Reverse Morris Trust (RMT)

What is a “Reverse Morris Trust”?

A Reverse Morris Trust transaction is a form of divestiture that combines a spin-off or split-off with a merger. Whilst it is a complicated structure, it is a tax efficient way of divesting a business. It has to be noted that this structure is completed under US tax laws.

A good example transaction is the merger of AT&T’s WarnerMedia with Discovery:

  • Structured as Reverse Morris Trust transaction, AT&T to spin/split out Warner Media which will merge into Discovery
  • Discovery to contribute 100% of its business and receive 29% of common equity
  • AT&T will receive $43B (subject to adjustment) in a combination of cash, debt securities and WarnerMedia’s retention of certain debt
  • AT&T shareholders to receive 71% of common equity distributed via shares of stock

Source: AT&T investor presentation, 17 May, 2021

Key Learning Points

  • Tax-efficient divestiture – Disposing of a subsidiary or assets results in potentially high taxable gains. The Reverse Morris Trust allows a parent company to eliminate any tax and distribute the asset to its current shareholders. Other divestiture alternatives are an outright sale or an IPO of the subsidiary. 
  • Ability to “push down” debt into the spin off subsidiary – As part of the Reverse Morris Trust transaction, the parent often leverages the subsidiary reflecting a normal capital structure and receives a special cash dividend from the debt proceeds (debt “push down”). The parent will normally use the proceeds to repay existing debt.
  • Ability to achieve operating synergies – the merger of the spin-off subsidiary with another operating company can create substantial synergies and thus additional value for the parent shareholders.
  • Conditions to ensure tax free transaction – parent shareholders need to retain at least 50.1% ownership of the merged entity. Often a restrictive covenant will be in place for 2 years, limiting the merged company’s ability to buy back shares.

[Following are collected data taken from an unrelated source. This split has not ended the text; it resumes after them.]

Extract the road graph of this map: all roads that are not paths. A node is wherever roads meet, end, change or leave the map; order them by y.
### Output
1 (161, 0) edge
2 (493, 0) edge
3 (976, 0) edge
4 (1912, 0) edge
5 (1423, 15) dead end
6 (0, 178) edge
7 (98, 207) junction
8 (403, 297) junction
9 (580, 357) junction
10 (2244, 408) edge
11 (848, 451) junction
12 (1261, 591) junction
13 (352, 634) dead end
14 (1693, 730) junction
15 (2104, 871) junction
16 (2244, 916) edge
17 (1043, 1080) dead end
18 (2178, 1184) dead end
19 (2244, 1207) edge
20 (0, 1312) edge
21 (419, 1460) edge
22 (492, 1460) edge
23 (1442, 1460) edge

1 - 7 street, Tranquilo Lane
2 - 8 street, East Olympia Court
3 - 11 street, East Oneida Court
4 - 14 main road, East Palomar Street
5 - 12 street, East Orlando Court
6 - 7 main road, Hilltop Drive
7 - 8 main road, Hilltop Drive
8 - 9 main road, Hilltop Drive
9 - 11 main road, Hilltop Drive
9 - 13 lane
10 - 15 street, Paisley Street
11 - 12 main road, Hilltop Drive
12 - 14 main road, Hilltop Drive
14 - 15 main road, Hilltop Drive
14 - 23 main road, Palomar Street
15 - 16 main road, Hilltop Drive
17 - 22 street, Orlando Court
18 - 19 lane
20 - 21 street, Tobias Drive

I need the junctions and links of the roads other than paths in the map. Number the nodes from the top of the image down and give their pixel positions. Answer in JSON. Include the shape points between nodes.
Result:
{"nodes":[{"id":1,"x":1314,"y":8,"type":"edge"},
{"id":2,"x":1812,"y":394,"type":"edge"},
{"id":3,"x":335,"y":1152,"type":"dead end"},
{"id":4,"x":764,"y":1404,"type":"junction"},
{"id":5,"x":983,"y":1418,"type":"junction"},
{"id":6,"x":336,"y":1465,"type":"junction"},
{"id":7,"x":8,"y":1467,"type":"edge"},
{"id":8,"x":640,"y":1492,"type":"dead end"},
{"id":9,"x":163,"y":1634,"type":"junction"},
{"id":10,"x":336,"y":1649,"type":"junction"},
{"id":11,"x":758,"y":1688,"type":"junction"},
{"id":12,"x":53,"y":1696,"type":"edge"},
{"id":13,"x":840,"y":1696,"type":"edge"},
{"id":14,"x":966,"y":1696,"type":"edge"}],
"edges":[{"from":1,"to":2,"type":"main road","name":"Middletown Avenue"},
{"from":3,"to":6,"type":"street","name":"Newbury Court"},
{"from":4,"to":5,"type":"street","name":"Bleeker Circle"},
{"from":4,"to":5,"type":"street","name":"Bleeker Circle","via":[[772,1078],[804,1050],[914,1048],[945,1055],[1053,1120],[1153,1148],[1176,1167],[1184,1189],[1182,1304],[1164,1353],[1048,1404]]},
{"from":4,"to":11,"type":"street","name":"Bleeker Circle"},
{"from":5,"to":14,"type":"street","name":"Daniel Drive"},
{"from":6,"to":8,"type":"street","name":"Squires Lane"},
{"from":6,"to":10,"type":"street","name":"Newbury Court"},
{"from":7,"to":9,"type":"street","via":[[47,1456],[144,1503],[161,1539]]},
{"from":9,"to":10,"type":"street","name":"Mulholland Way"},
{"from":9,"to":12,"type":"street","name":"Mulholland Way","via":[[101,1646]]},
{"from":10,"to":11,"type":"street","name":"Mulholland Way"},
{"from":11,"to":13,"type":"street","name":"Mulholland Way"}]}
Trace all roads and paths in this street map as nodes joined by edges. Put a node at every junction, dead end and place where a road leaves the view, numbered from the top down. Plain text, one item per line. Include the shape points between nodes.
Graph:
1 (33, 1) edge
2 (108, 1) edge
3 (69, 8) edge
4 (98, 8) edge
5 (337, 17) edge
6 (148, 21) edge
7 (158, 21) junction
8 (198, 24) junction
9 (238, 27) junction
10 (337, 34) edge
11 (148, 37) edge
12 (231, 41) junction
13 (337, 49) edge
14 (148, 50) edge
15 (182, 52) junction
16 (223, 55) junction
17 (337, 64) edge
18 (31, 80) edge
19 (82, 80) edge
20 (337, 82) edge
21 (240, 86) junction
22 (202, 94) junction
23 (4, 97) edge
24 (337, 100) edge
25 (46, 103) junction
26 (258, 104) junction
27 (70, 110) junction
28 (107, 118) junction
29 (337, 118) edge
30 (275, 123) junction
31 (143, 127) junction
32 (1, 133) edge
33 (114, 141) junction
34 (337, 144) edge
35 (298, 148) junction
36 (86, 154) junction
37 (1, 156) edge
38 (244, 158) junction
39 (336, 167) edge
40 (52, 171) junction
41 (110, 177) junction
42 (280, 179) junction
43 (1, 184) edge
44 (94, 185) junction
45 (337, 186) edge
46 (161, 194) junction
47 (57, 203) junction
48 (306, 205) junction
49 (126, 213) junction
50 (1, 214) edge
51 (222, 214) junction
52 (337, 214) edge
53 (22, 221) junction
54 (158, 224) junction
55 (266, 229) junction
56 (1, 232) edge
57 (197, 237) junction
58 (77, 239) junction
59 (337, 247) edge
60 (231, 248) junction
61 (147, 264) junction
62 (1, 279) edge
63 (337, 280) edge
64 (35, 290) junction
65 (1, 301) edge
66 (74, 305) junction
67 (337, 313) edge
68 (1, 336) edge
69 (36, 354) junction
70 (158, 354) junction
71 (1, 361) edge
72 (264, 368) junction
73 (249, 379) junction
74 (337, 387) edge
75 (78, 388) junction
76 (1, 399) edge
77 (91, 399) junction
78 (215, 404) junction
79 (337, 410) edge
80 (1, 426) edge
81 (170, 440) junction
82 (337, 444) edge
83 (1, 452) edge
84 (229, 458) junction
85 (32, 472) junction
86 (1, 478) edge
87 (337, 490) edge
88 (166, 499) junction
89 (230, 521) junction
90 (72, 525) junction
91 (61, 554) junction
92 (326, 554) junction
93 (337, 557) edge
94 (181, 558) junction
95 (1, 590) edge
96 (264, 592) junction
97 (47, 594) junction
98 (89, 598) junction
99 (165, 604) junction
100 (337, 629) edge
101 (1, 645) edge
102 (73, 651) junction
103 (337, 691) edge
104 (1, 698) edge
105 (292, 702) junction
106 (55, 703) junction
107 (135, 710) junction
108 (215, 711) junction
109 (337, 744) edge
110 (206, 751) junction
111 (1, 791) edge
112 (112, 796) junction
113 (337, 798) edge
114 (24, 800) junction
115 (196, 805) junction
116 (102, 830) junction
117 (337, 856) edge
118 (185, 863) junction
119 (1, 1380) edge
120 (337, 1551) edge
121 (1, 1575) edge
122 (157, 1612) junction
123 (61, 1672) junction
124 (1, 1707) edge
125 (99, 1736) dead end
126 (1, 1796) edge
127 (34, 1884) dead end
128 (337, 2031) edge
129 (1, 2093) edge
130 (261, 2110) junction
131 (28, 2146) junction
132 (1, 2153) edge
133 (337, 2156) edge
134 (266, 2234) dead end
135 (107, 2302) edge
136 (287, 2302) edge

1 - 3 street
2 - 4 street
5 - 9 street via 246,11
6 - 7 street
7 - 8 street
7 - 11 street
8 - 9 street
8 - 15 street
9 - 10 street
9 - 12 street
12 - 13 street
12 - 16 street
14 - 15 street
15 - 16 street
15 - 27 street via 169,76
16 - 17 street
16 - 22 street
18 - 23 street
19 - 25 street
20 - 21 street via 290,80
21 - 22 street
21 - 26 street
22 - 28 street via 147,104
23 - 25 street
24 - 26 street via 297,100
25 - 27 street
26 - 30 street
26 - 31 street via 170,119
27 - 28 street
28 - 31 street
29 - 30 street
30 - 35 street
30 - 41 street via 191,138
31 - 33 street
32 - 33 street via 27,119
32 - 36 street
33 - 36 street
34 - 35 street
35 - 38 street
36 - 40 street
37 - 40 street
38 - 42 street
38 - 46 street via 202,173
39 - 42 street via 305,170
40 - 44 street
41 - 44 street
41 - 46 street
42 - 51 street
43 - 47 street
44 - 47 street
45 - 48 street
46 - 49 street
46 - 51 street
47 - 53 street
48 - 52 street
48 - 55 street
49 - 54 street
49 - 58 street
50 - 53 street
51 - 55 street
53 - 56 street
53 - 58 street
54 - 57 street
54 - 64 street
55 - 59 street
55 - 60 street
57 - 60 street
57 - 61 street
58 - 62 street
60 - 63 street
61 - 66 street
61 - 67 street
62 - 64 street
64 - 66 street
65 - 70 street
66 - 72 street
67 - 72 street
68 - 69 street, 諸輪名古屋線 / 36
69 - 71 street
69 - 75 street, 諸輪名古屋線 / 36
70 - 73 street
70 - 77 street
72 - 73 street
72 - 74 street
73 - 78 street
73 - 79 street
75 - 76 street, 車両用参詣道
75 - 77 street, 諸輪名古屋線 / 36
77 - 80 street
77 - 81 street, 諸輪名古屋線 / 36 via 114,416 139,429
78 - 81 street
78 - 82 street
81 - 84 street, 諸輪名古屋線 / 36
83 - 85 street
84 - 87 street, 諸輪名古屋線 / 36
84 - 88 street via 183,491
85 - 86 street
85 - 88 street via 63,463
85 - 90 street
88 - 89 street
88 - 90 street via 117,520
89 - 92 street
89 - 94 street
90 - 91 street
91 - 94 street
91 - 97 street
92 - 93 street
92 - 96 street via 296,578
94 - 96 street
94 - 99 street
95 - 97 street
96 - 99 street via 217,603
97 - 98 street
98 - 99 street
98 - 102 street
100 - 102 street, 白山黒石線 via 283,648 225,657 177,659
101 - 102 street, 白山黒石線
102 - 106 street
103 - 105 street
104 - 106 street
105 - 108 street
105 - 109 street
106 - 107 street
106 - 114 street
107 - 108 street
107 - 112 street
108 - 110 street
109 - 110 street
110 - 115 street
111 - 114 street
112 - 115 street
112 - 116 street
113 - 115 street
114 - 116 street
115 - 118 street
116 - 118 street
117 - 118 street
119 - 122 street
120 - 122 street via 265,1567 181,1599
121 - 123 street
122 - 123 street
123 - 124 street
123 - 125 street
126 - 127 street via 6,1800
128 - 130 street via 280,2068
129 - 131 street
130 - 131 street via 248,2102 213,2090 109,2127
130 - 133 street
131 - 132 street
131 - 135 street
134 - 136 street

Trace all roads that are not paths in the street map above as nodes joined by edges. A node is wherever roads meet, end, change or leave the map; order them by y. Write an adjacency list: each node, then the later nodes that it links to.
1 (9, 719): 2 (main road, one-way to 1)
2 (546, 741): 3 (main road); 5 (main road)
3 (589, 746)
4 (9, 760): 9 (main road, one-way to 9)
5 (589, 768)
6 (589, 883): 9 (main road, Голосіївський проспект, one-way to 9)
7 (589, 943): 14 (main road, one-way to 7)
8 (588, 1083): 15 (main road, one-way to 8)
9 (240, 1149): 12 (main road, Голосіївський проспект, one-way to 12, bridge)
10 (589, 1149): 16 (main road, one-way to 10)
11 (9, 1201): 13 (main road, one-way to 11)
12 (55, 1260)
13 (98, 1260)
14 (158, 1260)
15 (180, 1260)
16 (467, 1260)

Reverse Morris Trust Steps

As the graphic above shows, the transaction is complex and will combine the spin-off of the subsidiary and merger with another public company in one single transaction. AT&T’s transaction with Discovery has the following structure:

Reverse Morris Trust (RMT) Rules

In order to achieve and retain the tax free status, certain rules have to be met:

  • The Parent shareholders must own at least 50.1% of the merged entity. This rule normally applies for at least 2 years.
  • In general, SpinCo (the spin off subsidiary) must be bigger than the merger partner to make the relative values work.
  • SpinCo needs to provide 2 years of audited financials which is similar to an IPO.
  • The Parent and SpinCo must have been operating companies for at least 5 years pre the RMT transaction.
  • The Parent and merged entity must continue to operate after the transaction.
  • The Parent must have control (at least 80%) of SpinCo before the transaction.
  • The transaction must have a valid business purpose (as opposed to distributing earnings).

In the case of the AT&T and Discovery deal, the transaction rationale is:

Source: AT&T investor presentation, 17 May, 2021

However, AT&T never really extracted value from the Time Warner acquisition and is saddled with a total of $180bn (March 2021) of debt. The debt push down into SpinCo will provide a welcome reduction in leverage from 3.7x pre transaction to 2.6x EBITDA post closing, allowing for a potential change in dividend policy and share buy backs.